Friday, July 6, 2012


Level and animation creator editor
application started back in 2009
I have a game engine project that I have been working on since 2009 it's gone through quite a few transformations and iterations. Multiple design changes and I hope it will actually become fully functional sometimes soon but I haven't had much chance to move it forward. This integration effort might help that.

So I was looking back at my old editor code that was written for the engine to do animations and level creation. I found some old bugs that I had never fixed and set about debugging and fixing them which took an hour or two. I also was working on some art in my newer "Pixel Painter" program which I created for drawing pixelated graphics. I've used that drawing program a lot since I started creating that last year. It's very useful and makes drawing images pretty quick but there are a lot of features it lacks including basic undo/redo functionality. Still need to work on that.

So I was testing some graphics out in the editor cause I wanted to see how they looked tiled and together and was desperately wanting the ability to simply edit the tiles I was testing with my drawing program and see the changes appear in the editor. Because of the way I had designed the drawing program I knew I could integrate the two very easily. In fact it was even easier and worked better than I had hoped minus a small piece of optimization code that got in the way.

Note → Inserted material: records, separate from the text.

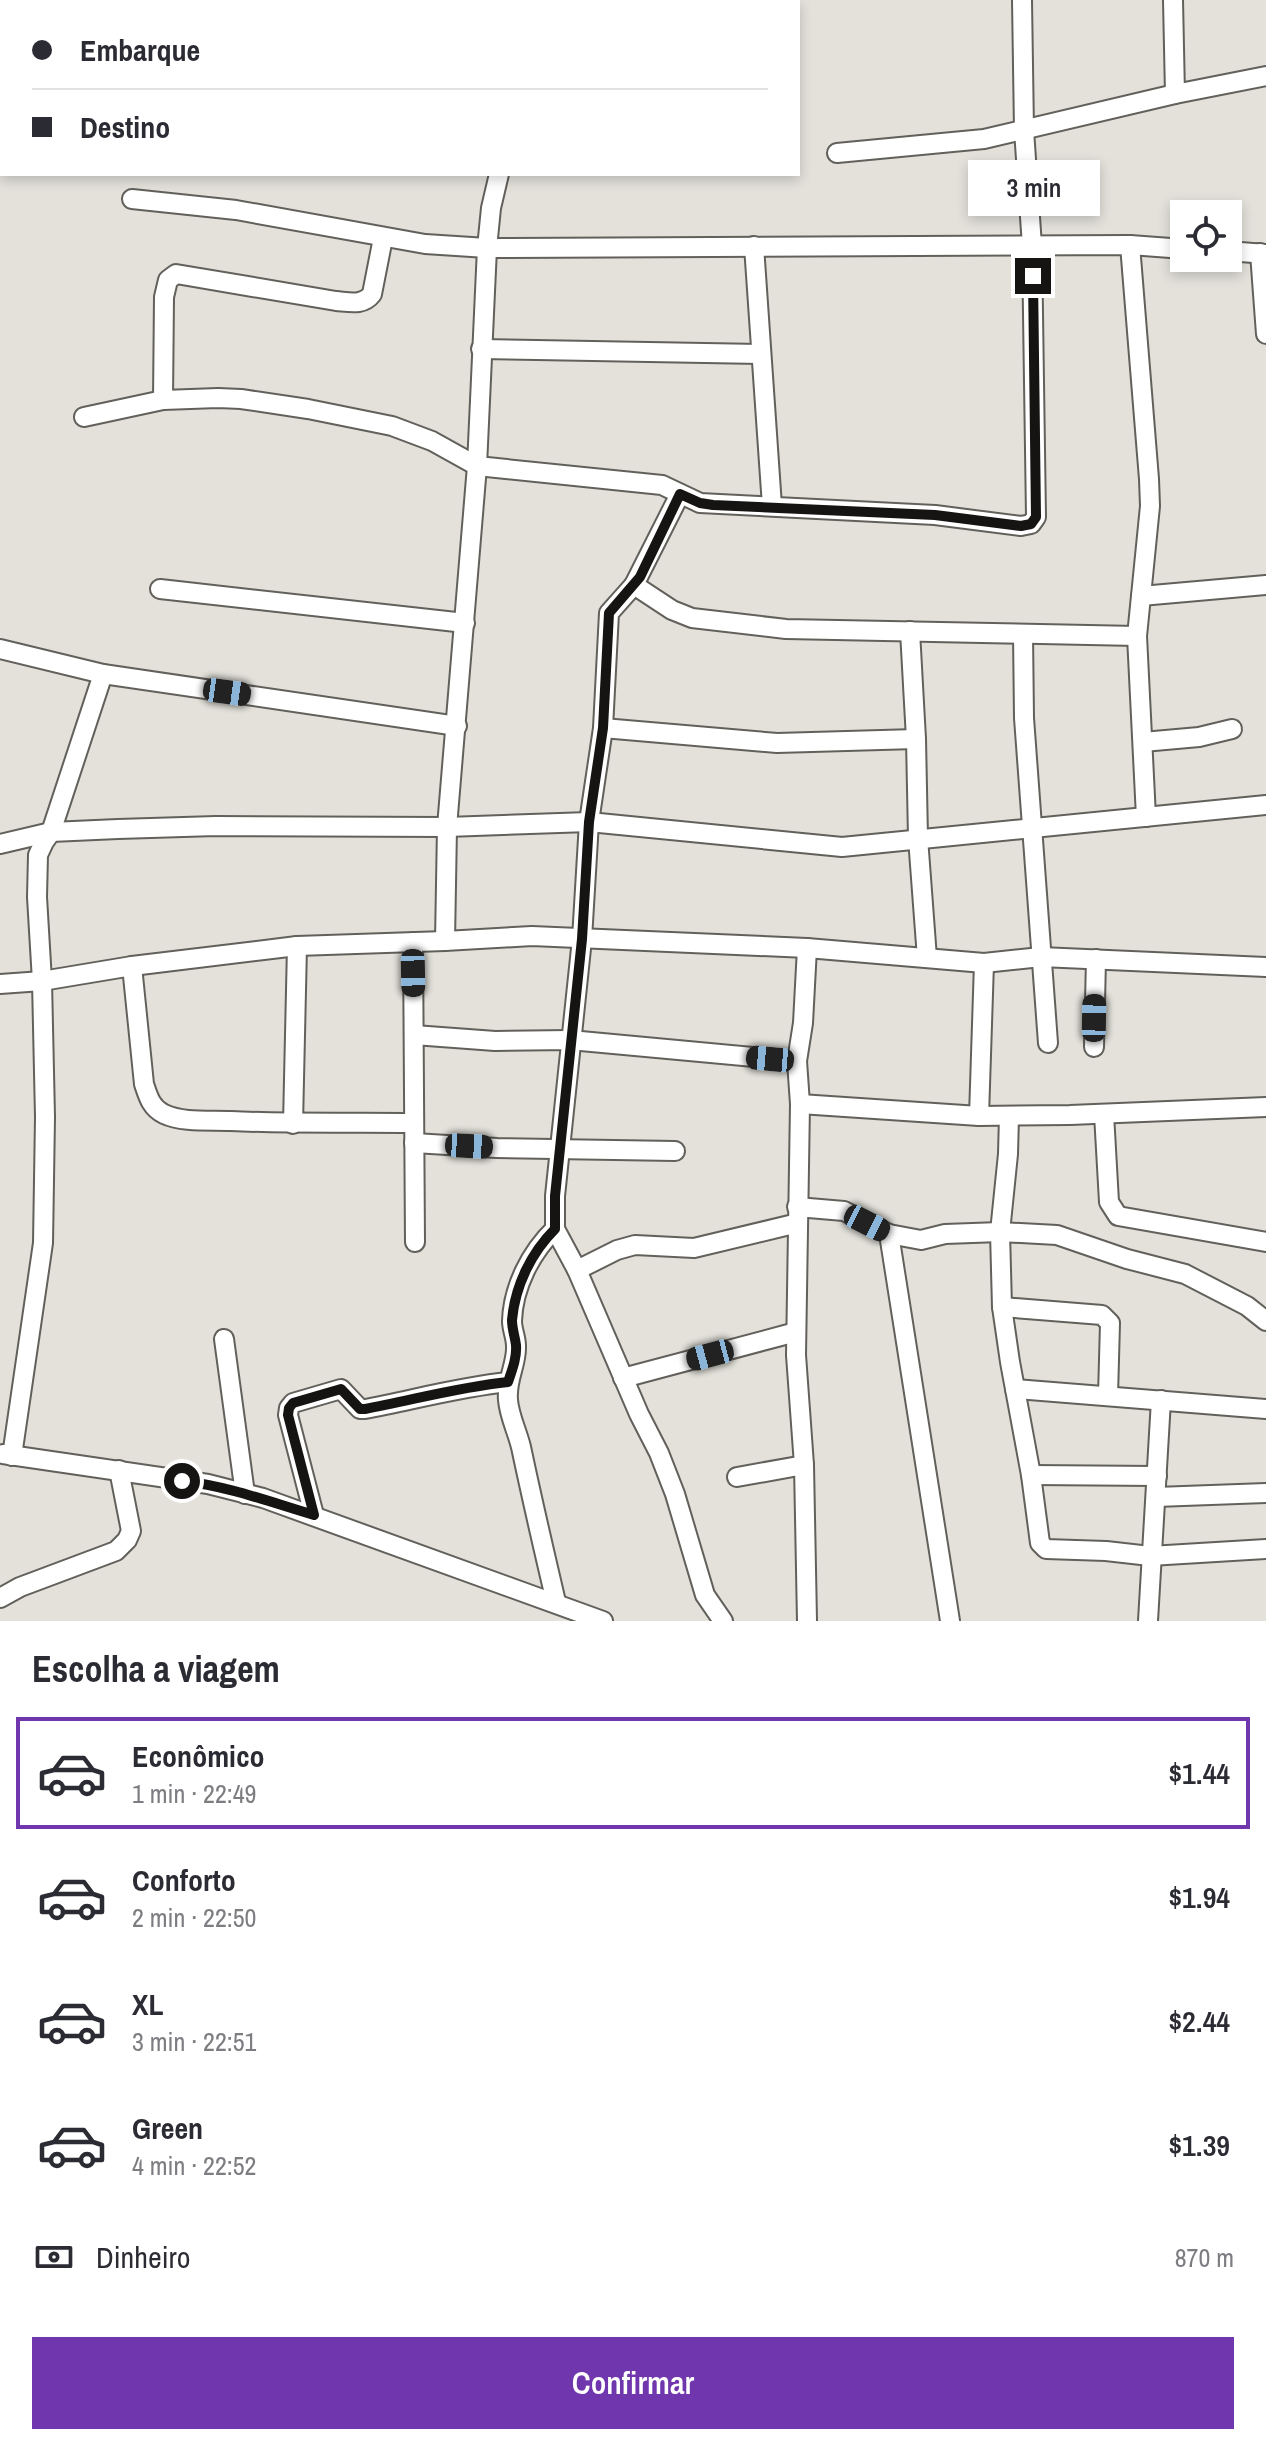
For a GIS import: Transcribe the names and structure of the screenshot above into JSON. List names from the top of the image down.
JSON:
{
  "page": {
    "banner": ["Embarque", "Destino"],
    "bubble": "3 min",
    "heading": "Escolha a viagem",
    "list": [
      {
        "name": "Econômico",
        "note": "1 min · 22:49",
        "value": "$1.44"
      },
      {
        "name": "Conforto",
        "note": "2 min · 22:50",
        "value": "$1.94"
      },
      {
        "name": "XL",
        "note": "3 min · 22:51",
        "value": "$2.44"
      },
      {
        "name": "Green",
        "note": "4 min · 22:52",
        "value": "$1.39"
      }
    ],
    "pay": ["Dinheiro", "870 m"],
    "buttons": "Confirmar"
  }
}
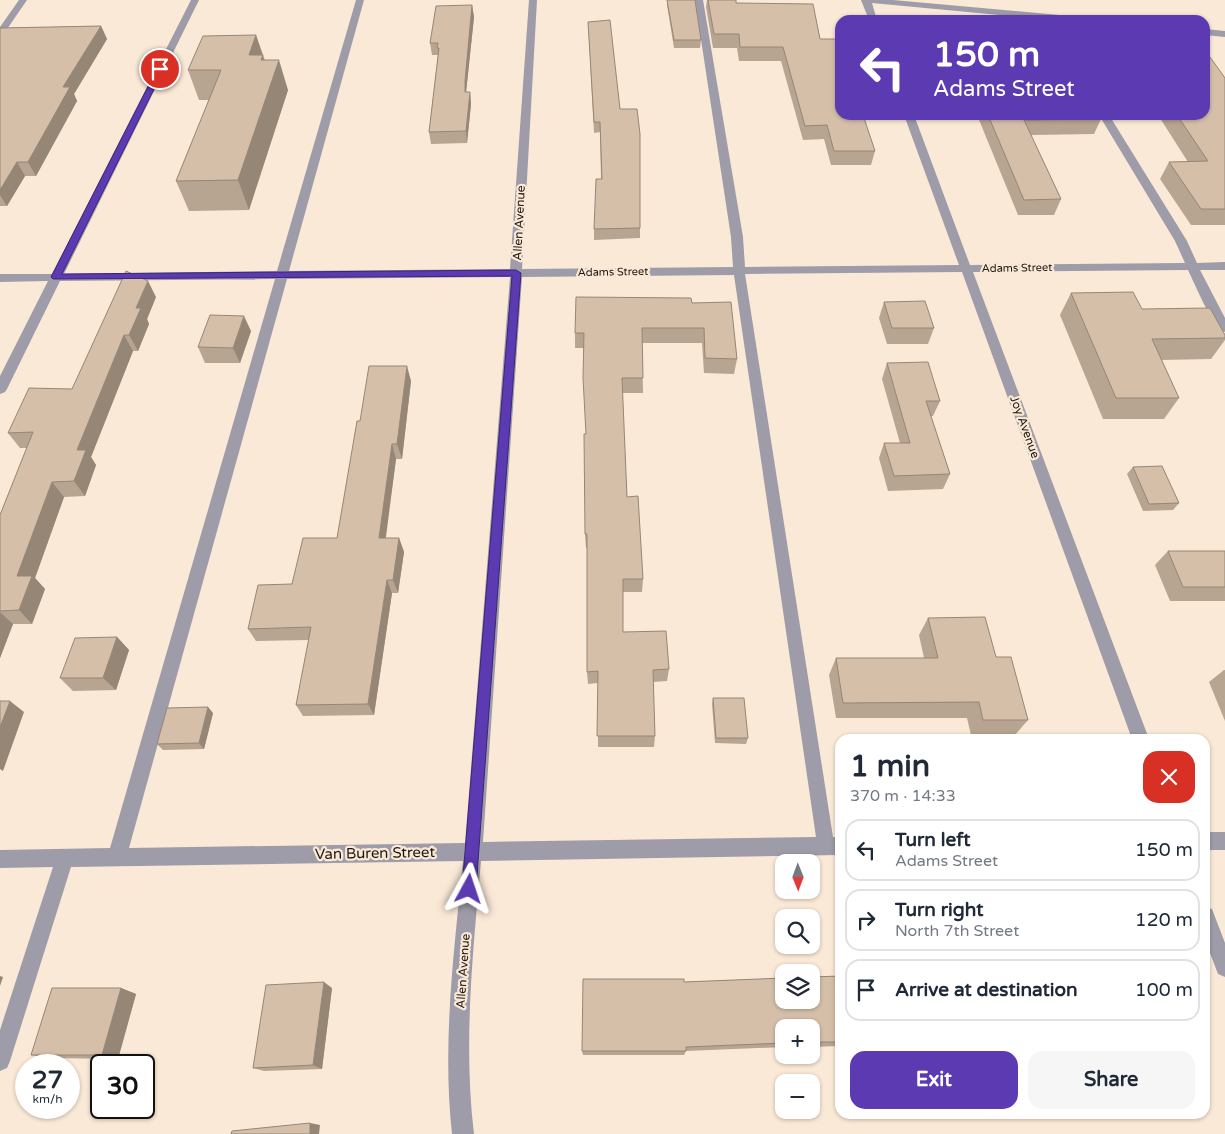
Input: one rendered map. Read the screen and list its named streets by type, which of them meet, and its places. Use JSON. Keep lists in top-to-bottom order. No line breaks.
{"streets":{"street":["Allen Avenue","Adams Street","Joy Avenue","Van Buren Street"]},"crossings":[["Allen Avenue","Adams Street"],["Allen Avenue","Van Buren Street"],["Adams Street","Joy Avenue"]],"north":"bottom","page":{"turn":["150 m","Adams Street"],"heading":["1 min","370 m · 14:33"],"list":[{"name":"Turn left","note":"Adams Street","value":"150 m"},{"name":"Turn right","note":"North 7th Street","value":"120 m"},{"name":"Arrive at destination","value":"100 m"}],"map_buttons":["+","−"],"buttons":["Exit","Share"],"speed":"27 km/h","limit":"30"}}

I set about quickly adding a menu item to a right-click popup for "edit"ing the tile image. Created a new ImageController passing it the tile image after doing some extracting from the resource loader it was in, create my new drawing program class and called the createAndDisplay method giving it it's onClose instructions of JFrame.DISPOSE_ON_CLOSE so that it doesn't exit the entire program when I close the drawing window and viola I had the ability to get my tiles from my map program into my drawing program. Awesomeness!!!!

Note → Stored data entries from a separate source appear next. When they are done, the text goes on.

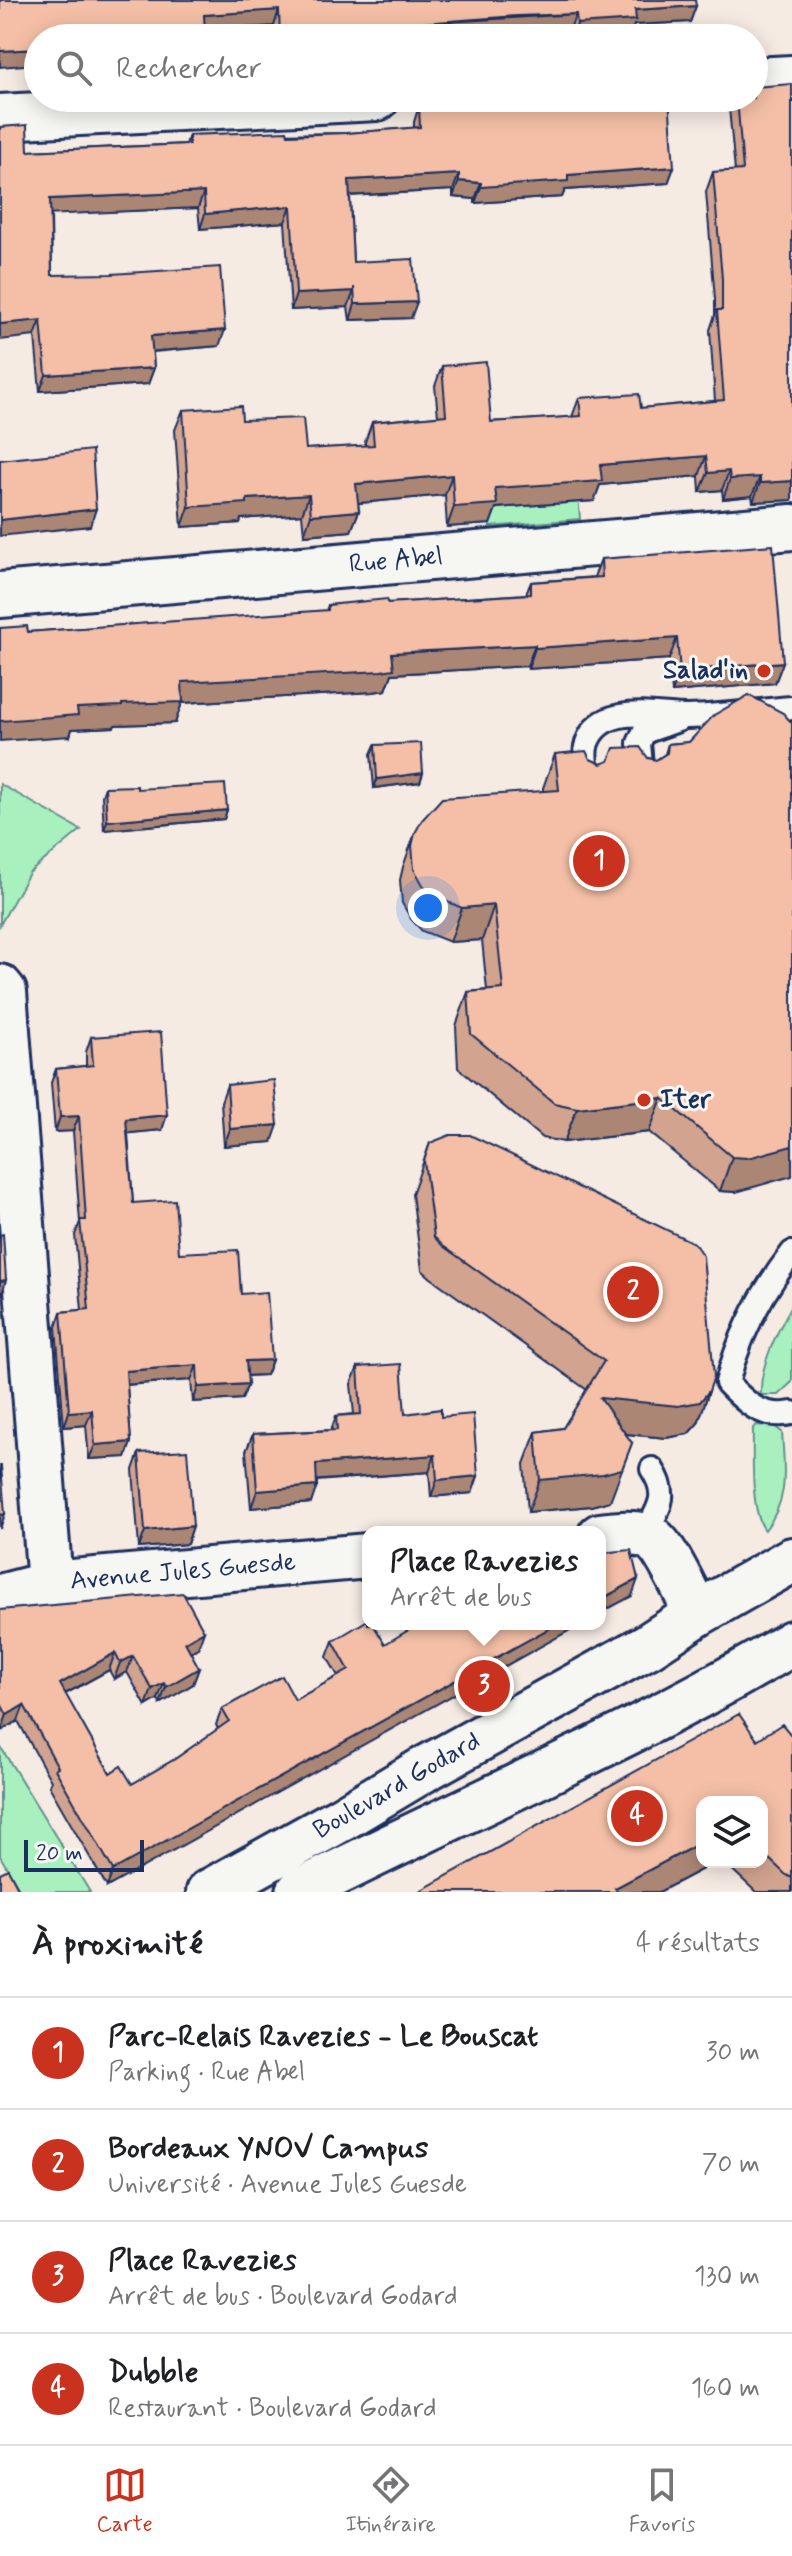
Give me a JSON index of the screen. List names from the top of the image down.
{
  "streets": {
    "street": ["Rue Abel", "Avenue Jules Guesde", "Boulevard Godard"]
  },
  "places": ["Salad'in", "Iter"],
  "scale_bar": "20 m",
  "page": {
    "search": "Rechercher",
    "pins": [
      "1",
      "2",
      "3",
      "4"
    ],
    "popup": ["Place Ravezies", "Arrêt de bus"],
    "scale": "20 m",
    "heading": ["À proximité", "4 résultats"],
    "list": [
      {
        "mark": "1",
        "name": "Parc-Relais Ravezies - Le Bouscat",
        "note": "Parking · Rue Abel",
        "value": "30 m"
      },
      {
        "mark": "2",
        "name": "Bordeaux YNOV Campus",
        "note": "Université · Avenue Jules Guesde",
        "value": "70 m"
      },
      {
        "mark": "3",
        "name": "Place Ravezies",
        "note": "Arrêt de bus · Boulevard Godard",
        "value": "130 m"
      },
      {
        "mark": "4",
        "name": "Dubble",
        "note": "Restaurant · Boulevard Godard",
        "value": "160 m"
      }
    ],
    "nav": ["Carte", "Itinéraire", "Favoris"]
  }
}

But when I went to try this out to see if the image would update in the editor with the changes made from the drawing program bang exception. Apparently my editor images were not exactly BufferedImages which is what my drawing program needed to be passed they were indeed SunVolatileImages I was like what the freaking hell. After about an hour of digging around the code tracing through things I came to the source of the problem inside my ImageResource wrapper class. Indeed I had done a little image optimization at some point and had this line in my resource class

image = AssetManager.accelImage(img);

Drawing application "Pixel Painter"
started some time in (2011)
That method turns the BufferedImage into a Volatile image if it's image capabilities say that it's not hardware accelerated. I had run into a problem with another game project that slowed framerates to a crawl because the images weren't accelerated and pretty much had rigged the resource to transform itself to be accelerated if it wasn't already. After making a toggle method where I could specify I didn't want them accelerated and skipping over the acceleration line I reloaded the editor popped some tiles in using drag n drop from my images stash and viola editable tiles in my drawing program that will update in the editor when changed and I could save them as separate files in either program.

There are a bunch of other integration's I want to do now for instance creating new tiles using the drawing program from the editor, editing animations and sprites. Creating tilesets from the editor and editing the tiles with the drawing program which if the above is any indication shouldn't be hard at all. And of course upgrading the editor, I don't have layer support or object placement support. So there is a lot to do there but it's definitely fun and worthwhile to do hopefully it will be able to support games in the future but for right now it's just a little testing tool.